If anything people should buy from the alternative and keep competition alive and not give 1 company total control of the market.

I’m a longtime user of Adobe products but there are few reasons to get Photoshop Elements when we have such excellent alternatives — Affinity Photo, Pixelmator Pro, and Acorn.

These are all about 50% the price of Photoshop Elements and regularly go on sale.

Edit: I'm not affiliated with any of those companies or products. I've been using Adobe Photoshop off and on for almost 30 years. I use both Affinity and Pixelmator from time to time (and have never used Acorn) but use them much more than Photoshop. There are reasons to use Photoshop Elements but those are mainly if someone has been using it for years and can't or won't switch (or needs it for some other random reason). For anyone not yet in the Adobe ecosystem or who is willing and able to switch, the alternatives are terrific and cheaper.

The Affinity prices are super deal! for like $150 you can get the 3 apps which is equivilant of 3 months of Adobe cloud suite

Which of these apps are most like photoshop? I am not looking for the ones that are more about correcting photos like Lightroom.
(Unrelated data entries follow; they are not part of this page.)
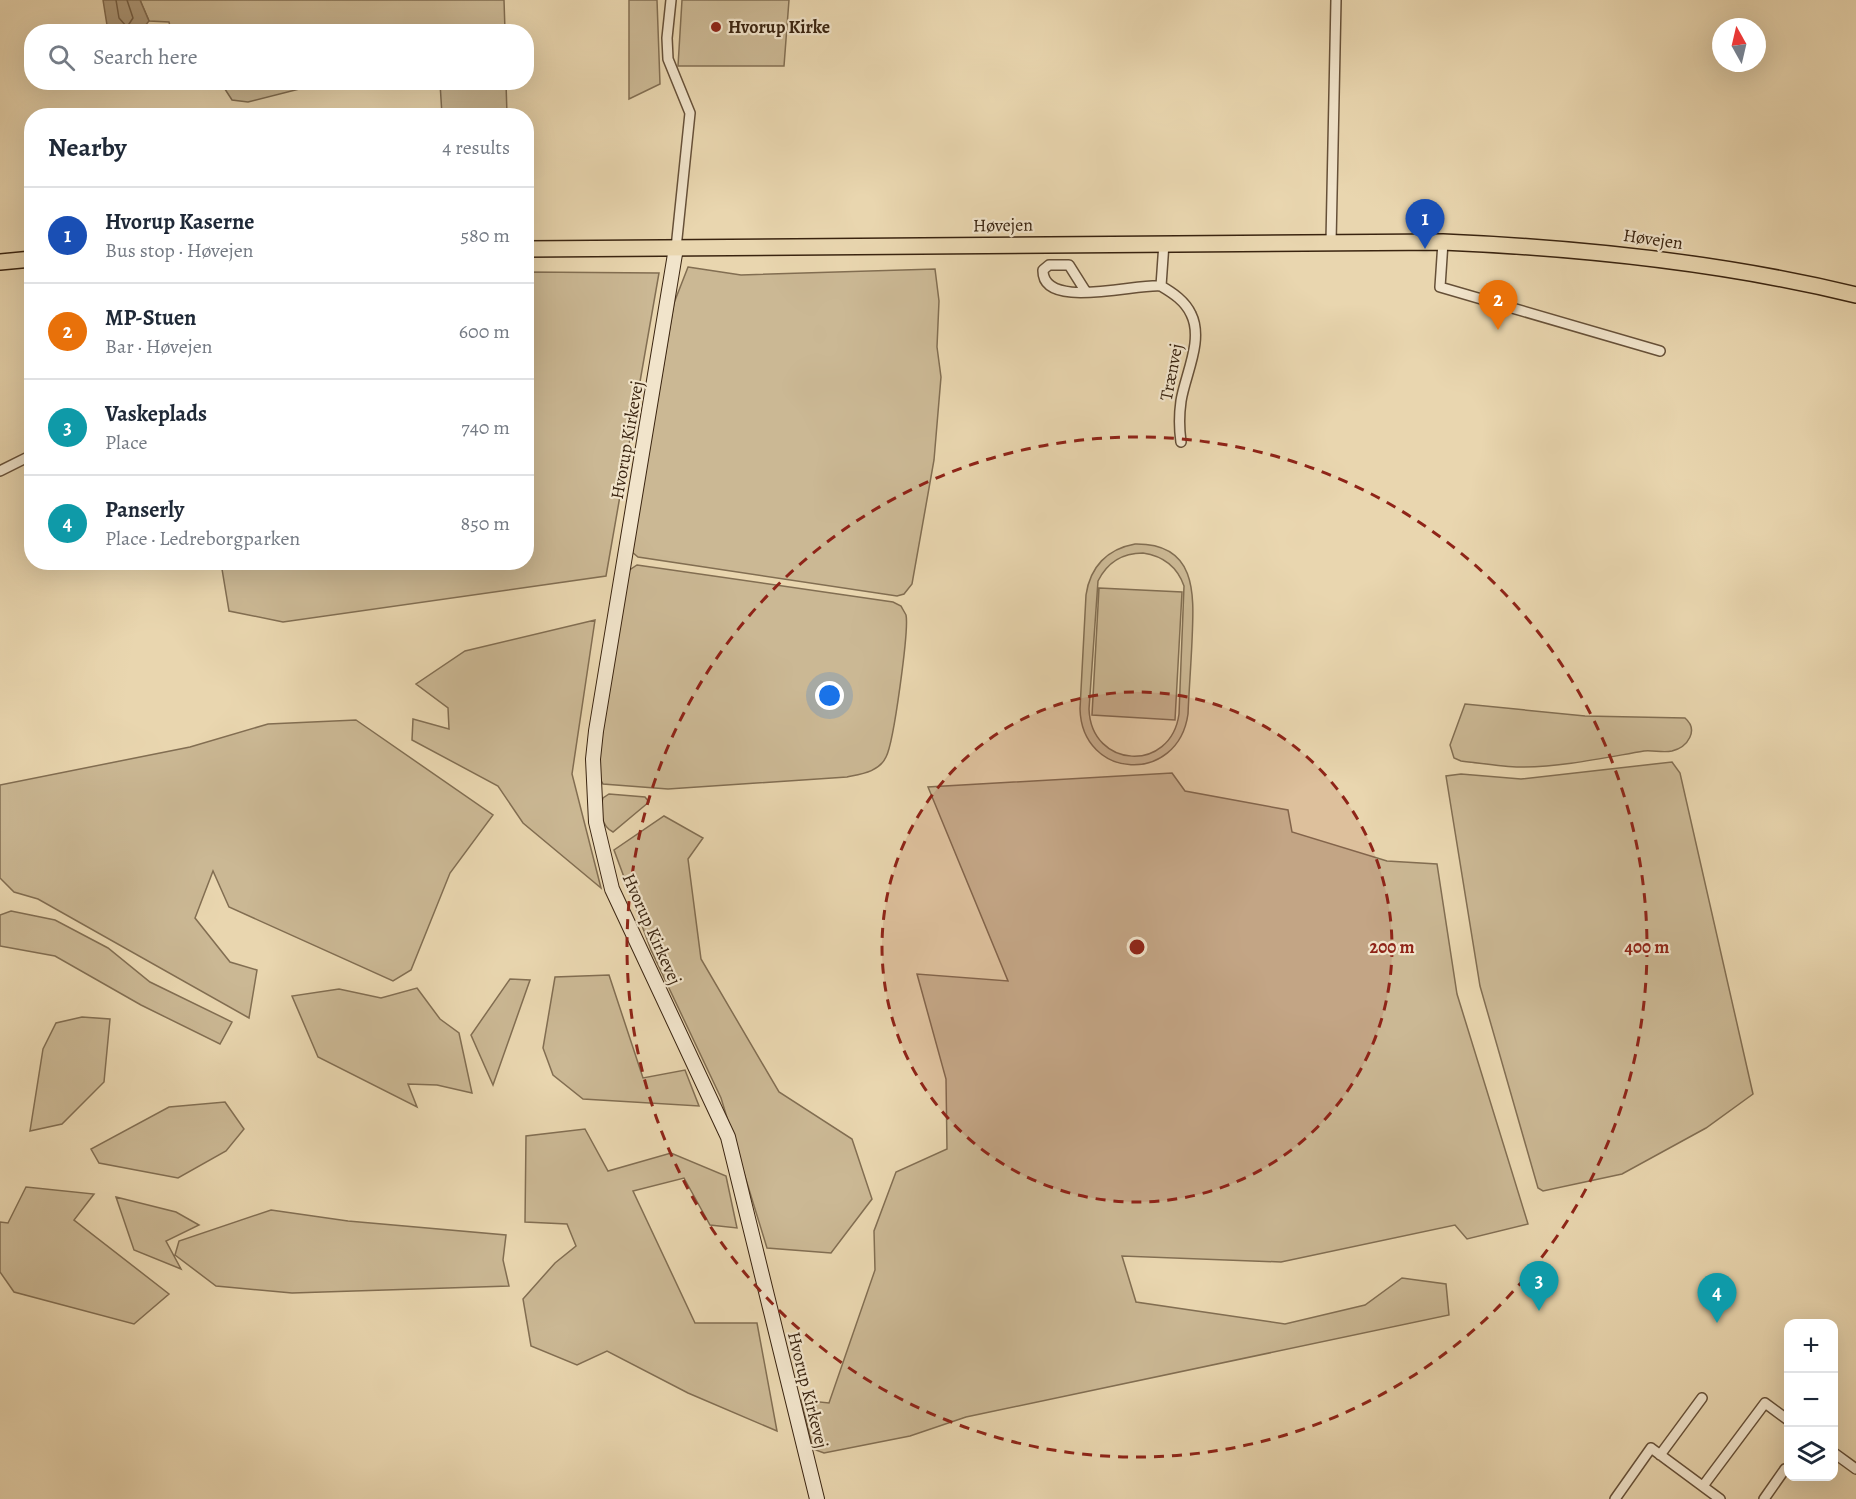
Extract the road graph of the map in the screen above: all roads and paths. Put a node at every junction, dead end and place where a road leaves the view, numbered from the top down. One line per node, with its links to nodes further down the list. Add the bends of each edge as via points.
1 (671, 0): 6 (street, via 669,59 690,113)
2 (1336, 0): 3 (street)
3 (1331, 242): 4 (main road, Høvejen); 5 (main road, Høvejen)
4 (1443, 242): 14 (main road, Høvejen, via 1648,257); 15 (street, via 1440,287)
5 (1164, 243): 6 (main road, Høvejen); 12 (street)
6 (676, 248): 7 (main road, Høvejen); 26 (street, Hvorup Kirkevej, via 596,731 596,822 616,899 728,1137)
7 (534, 249)
8 (24, 252): 9 (main road)
9 (0, 254)
10 (24, 260): 11 (main road)
11 (0, 262)
12 (1161, 286): 13 (street); 16 (street, Trænvej, via 1183,302 1192,314 1195,328 1181,400)
13 (1086, 292): 13 (street, via 1055,290 1047,283 1043,270 1049,265 1069,265)
14 (1856, 295)
15 (1660, 351)
16 (1181, 442)
17 (24, 459): 18 (street)
18 (0, 471)
19 (1702, 1398): 21 (street)
20 (1784, 1417): 25 (street, via 1765,1403)
21 (1660, 1455): 25 (street); 27 (street, via 1651,1448)
22 (1838, 1456): 23 (street)
23 (1856, 1469)
24 (1784, 1470): 29 (street)
25 (1703, 1486): 28 (street)
26 (817, 1499)
27 (1615, 1499)
28 (1720, 1499)
29 (1764, 1499)

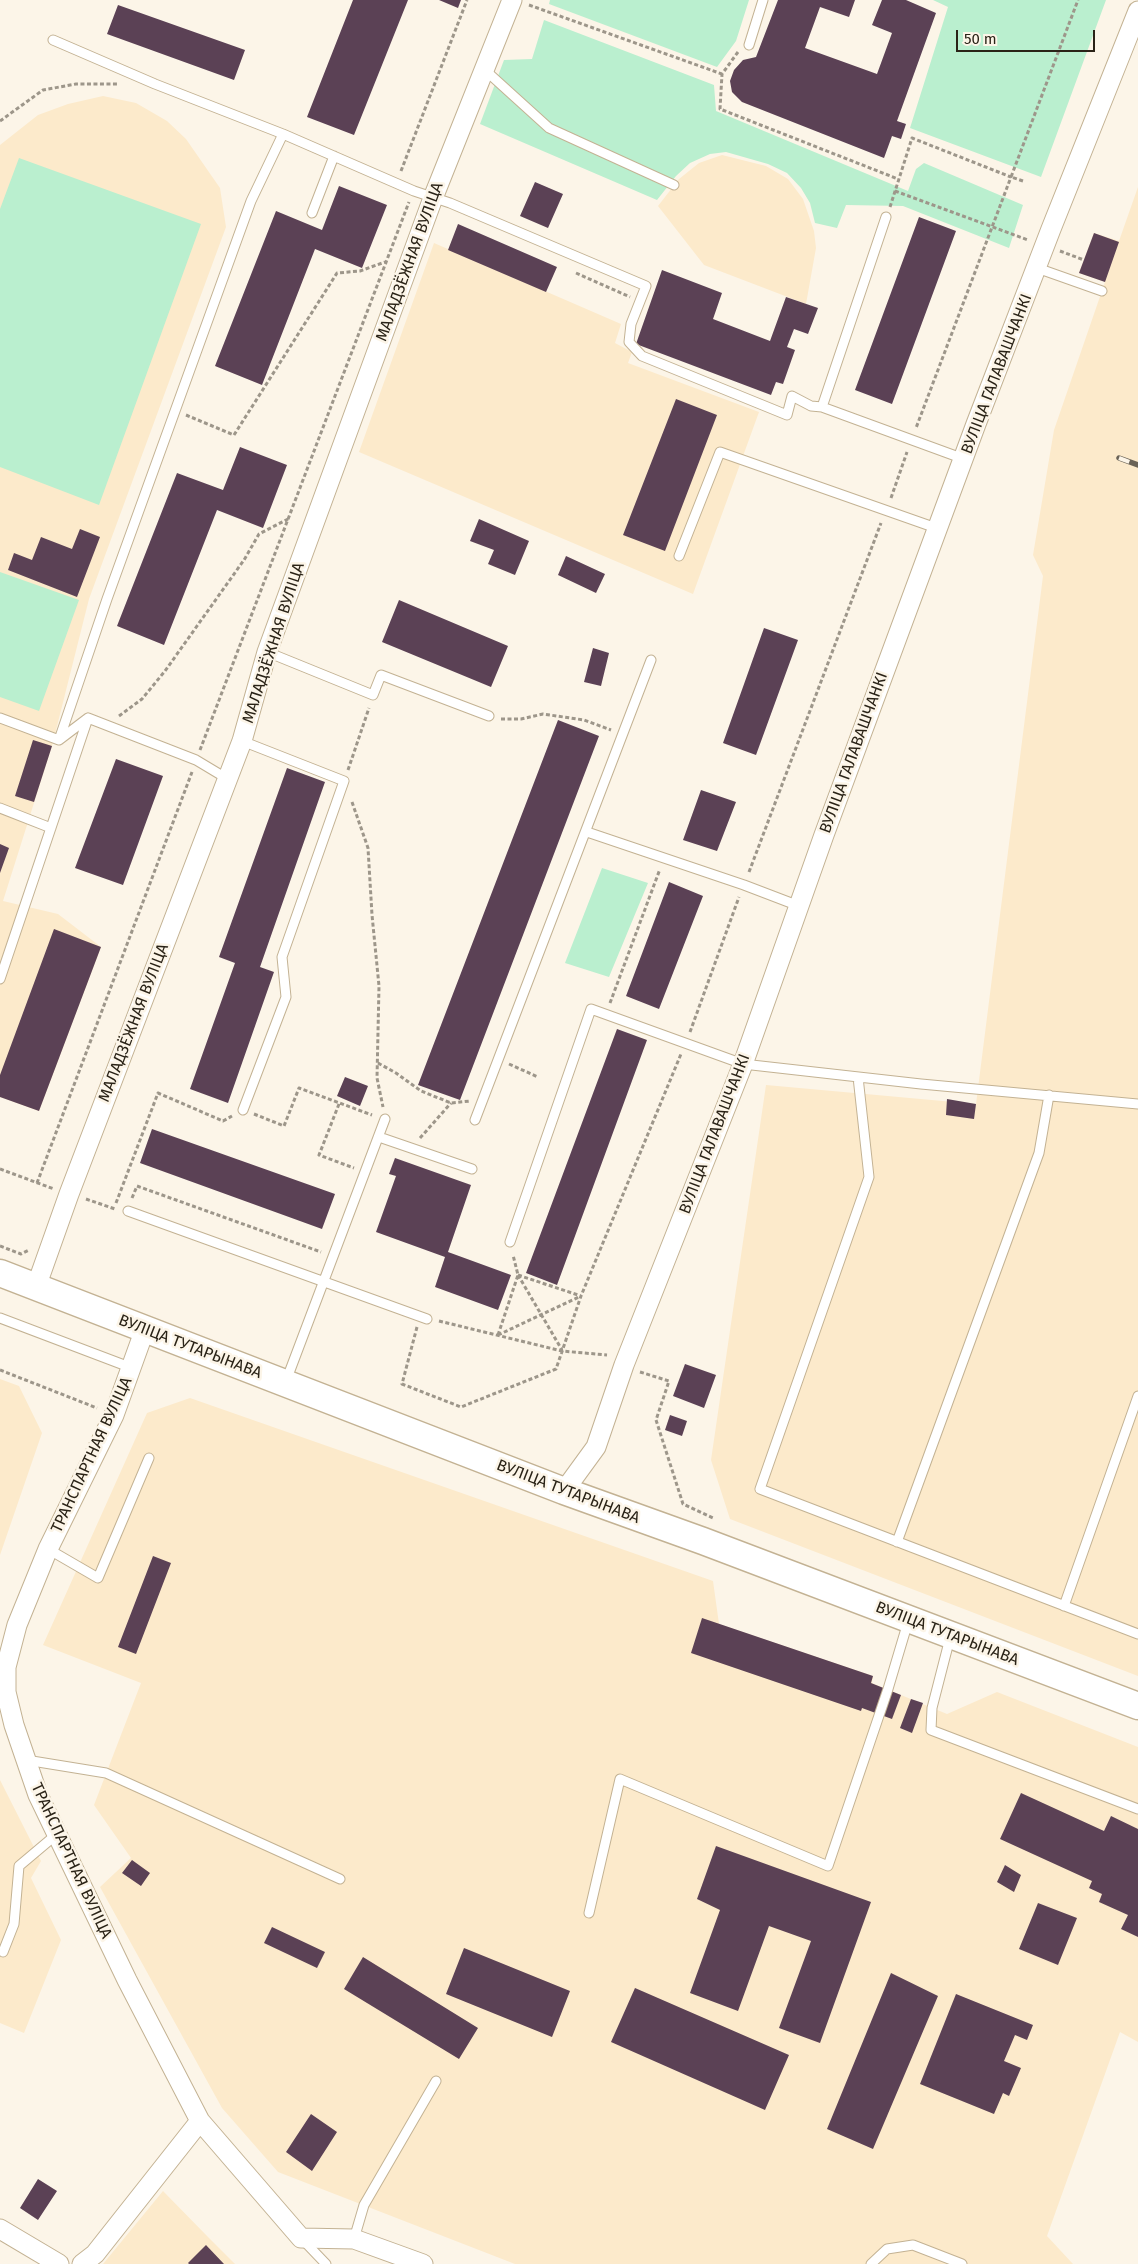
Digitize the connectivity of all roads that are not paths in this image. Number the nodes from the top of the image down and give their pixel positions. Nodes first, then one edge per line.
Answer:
1 (763, 0) edge
2 (518, 2) edge
3 (1138, 11) edge
4 (53, 40) dead end
5 (749, 45) road end
6 (485, 70) junction
7 (283, 134) junction
8 (334, 156) junction
9 (674, 185) dead end
10 (433, 198) junction
11 (312, 212) dead end
12 (886, 217) road end
13 (1037, 268) junction
14 (1102, 291) dead end
15 (822, 407) junction
16 (965, 459) junction
17 (939, 529) junction
18 (679, 556) dead end
19 (267, 652) junction
20 (651, 660) dead end
21 (488, 716) road end
22 (0, 718) edge
23 (88, 718) junction
24 (59, 740) junction
25 (242, 741) junction
26 (226, 778) junction
27 (0, 808) edge
28 (51, 828) junction
29 (587, 832) junction
30 (799, 906) junction
31 (4, 955) edge
32 (0, 979) edge
33 (743, 1064) junction
34 (858, 1077) junction
35 (1049, 1096) junction
36 (1138, 1104) edge
37 (243, 1110) road end
38 (385, 1120) road end
39 (475, 1120) dead end
40 (379, 1137) junction
41 (472, 1169) dead end
42 (128, 1211) road end
43 (510, 1242) road end
44 (0, 1273) edge
45 (324, 1280) junction
46 (36, 1287) junction
47 (0, 1318) edge
48 (424, 1318) road end
49 (145, 1329) junction
50 (132, 1368) junction
51 (285, 1383) junction
52 (1138, 1396) edge
53 (149, 1458) dead end
54 (564, 1491) junction
55 (897, 1542) junction
56 (48, 1549) junction
57 (1064, 1606) junction
58 (909, 1619) junction
59 (1138, 1634) edge
60 (951, 1635) junction
61 (1138, 1706) edge
62 (26, 1760) junction
63 (1138, 1809) edge
64 (57, 1834) junction
65 (340, 1879) dead end
66 (589, 1913) dead end
67 (3, 1952) dead end
68 (436, 2081) dead end
69 (200, 2121) junction
70 (0, 2229) edge
71 (301, 2238) junction
72 (354, 2239) junction
73 (59, 2264) edge
74 (82, 2264) edge
75 (326, 2264) edge
76 (423, 2264) edge
77 (871, 2264) edge
78 (962, 2264) edge

1 - 5 lane
2 - 6 street, МАЛАДЗЁЖНАЯ ВУЛІЦА
3 - 13 street, ВУЛІЦА ГАЛАВАШЧАНКІ
4 - 7 lane
6 - 9 lane
6 - 10 street, МАЛАДЗЁЖНАЯ ВУЛІЦА
7 - 8 lane
7 - 24 lane
8 - 10 lane
8 - 11 lane
10 - 15 lane
10 - 19 street, МАЛАДЗЁЖНАЯ ВУЛІЦА
12 - 15 lane
13 - 14 lane
13 - 16 street, ВУЛІЦА ГАЛАВАШЧАНКІ
15 - 16 lane
16 - 17 street, ВУЛІЦА ГАЛАВАШЧАНКІ
17 - 18 lane
17 - 30 street, ВУЛІЦА ГАЛАВАШЧАНКІ
19 - 21 lane
19 - 25 street, МАЛАДЗЁЖНАЯ ВУЛІЦА
20 - 29 lane
22 - 24 lane
23 - 24 lane
23 - 26 lane
23 - 28 lane
25 - 26 street, МАЛАДЗЁЖНАЯ ВУЛІЦА
25 - 37 lane
26 - 46 street, МАЛАДЗЁЖНАЯ ВУЛІЦА
27 - 28 lane
28 - 31 lane
29 - 30 lane
29 - 39 lane
30 - 33 street, ВУЛІЦА ГАЛАВАШЧАНКІ
31 - 32 lane
33 - 34 lane
33 - 43 lane
33 - 54 street, ВУЛІЦА ГАЛАВАШЧАНКІ
34 - 35 lane
34 - 55 lane
35 - 36 lane
35 - 55 lane
38 - 40 lane
40 - 41 lane
40 - 45 lane
42 - 45 lane
44 - 46 street, ВУЛІЦА ТУТАРЫНАВА
45 - 48 lane
45 - 51 lane
46 - 49 street, ВУЛІЦА ТУТАРЫНАВА
47 - 50 lane
49 - 50 street, ТРАНСПАРТНАЯ ВУЛІЦА
49 - 51 street, ВУЛІЦА ТУТАРЫНАВА
50 - 56 street, ТРАНСПАРТНАЯ ВУЛІЦА
51 - 54 street, ВУЛІЦА ТУТАРЫНАВА
52 - 57 lane
53 - 56 lane
54 - 58 street, ВУЛІЦА ТУТАРЫНАВА
55 - 57 lane
56 - 62 street, ТРАНСПАРТНАЯ ВУЛІЦА
57 - 59 lane
58 - 60 street, ВУЛІЦА ТУТАРЫНАВА
58 - 66 lane
60 - 61 street, ВУЛІЦА ТУТАРЫНАВА
60 - 63 lane
62 - 64 street, ТРАНСПАРТНАЯ ВУЛІЦА
62 - 65 lane
64 - 67 lane
64 - 69 street, ТРАНСПАРТНАЯ ВУЛІЦА
68 - 72 lane
69 - 71 street, ТРАНСПАРТНАЯ ВУЛІЦА
69 - 74 street
70 - 73 street
71 - 72 street
71 - 75 lane
72 - 76 street
77 - 78 lane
Those products you suggest are way out of the scope of the user base that Photoshop Elements is aimed at. Affinity Photo is an excellent alternative to Photoshop, but way to complex for an Elements user.

But its more expensive and Photopea is free

DaVinci Resolve has a free version that is far more capable than most paid alternatives.

How is the ease of use?
I once thought if GIMP was free why pay for Photoshop. I used it and I still have nightmares.
I can't believe peoople actually use that app, its one of the most unintuitive apps I used.
 
I just bought the new Adobe Photoshop Elements 2022, and can confirm that it is indeed an Intel build on my M1 Mac Mini running under Rosetta and is NOT Native ARM code. Here is the version info from the About Menu:

Adobe Photoshop Elements Version: 20.0 (20210907.Git.master.dc62918) x64
Operating System: Mac OS 10.16.0

It appears to work OK on my M1 Mac Mini, just not a native app yet.
 
Are these native Apple Silicon?
Nope. Deal-breaker for me. I'll wait, and continue to use my old Photoshop Elements on my spare, old, iMac. Strange that they come out with a brand-new version, and it's not M1 native (SMH).
 
I suspect a huge amount of it goes simply on name recognition - "photoshop" is a verb these days, and modified images are "photoshopped" in the common psyche, much like a tissue is almost invariably called a "kleenex". So when people want something more than Photos.app offers (and oftentimes they don't realize all that Photos.app can do), they think, "well, I need Photoshop".
True. Many people simply think they need Photoshop just because of the brand. I often talk with people saying the need Photoshop just to resize/crop their pictures. The same with people thinking they need Adobe Acrobat to read PDF, even with macOS having Preview already.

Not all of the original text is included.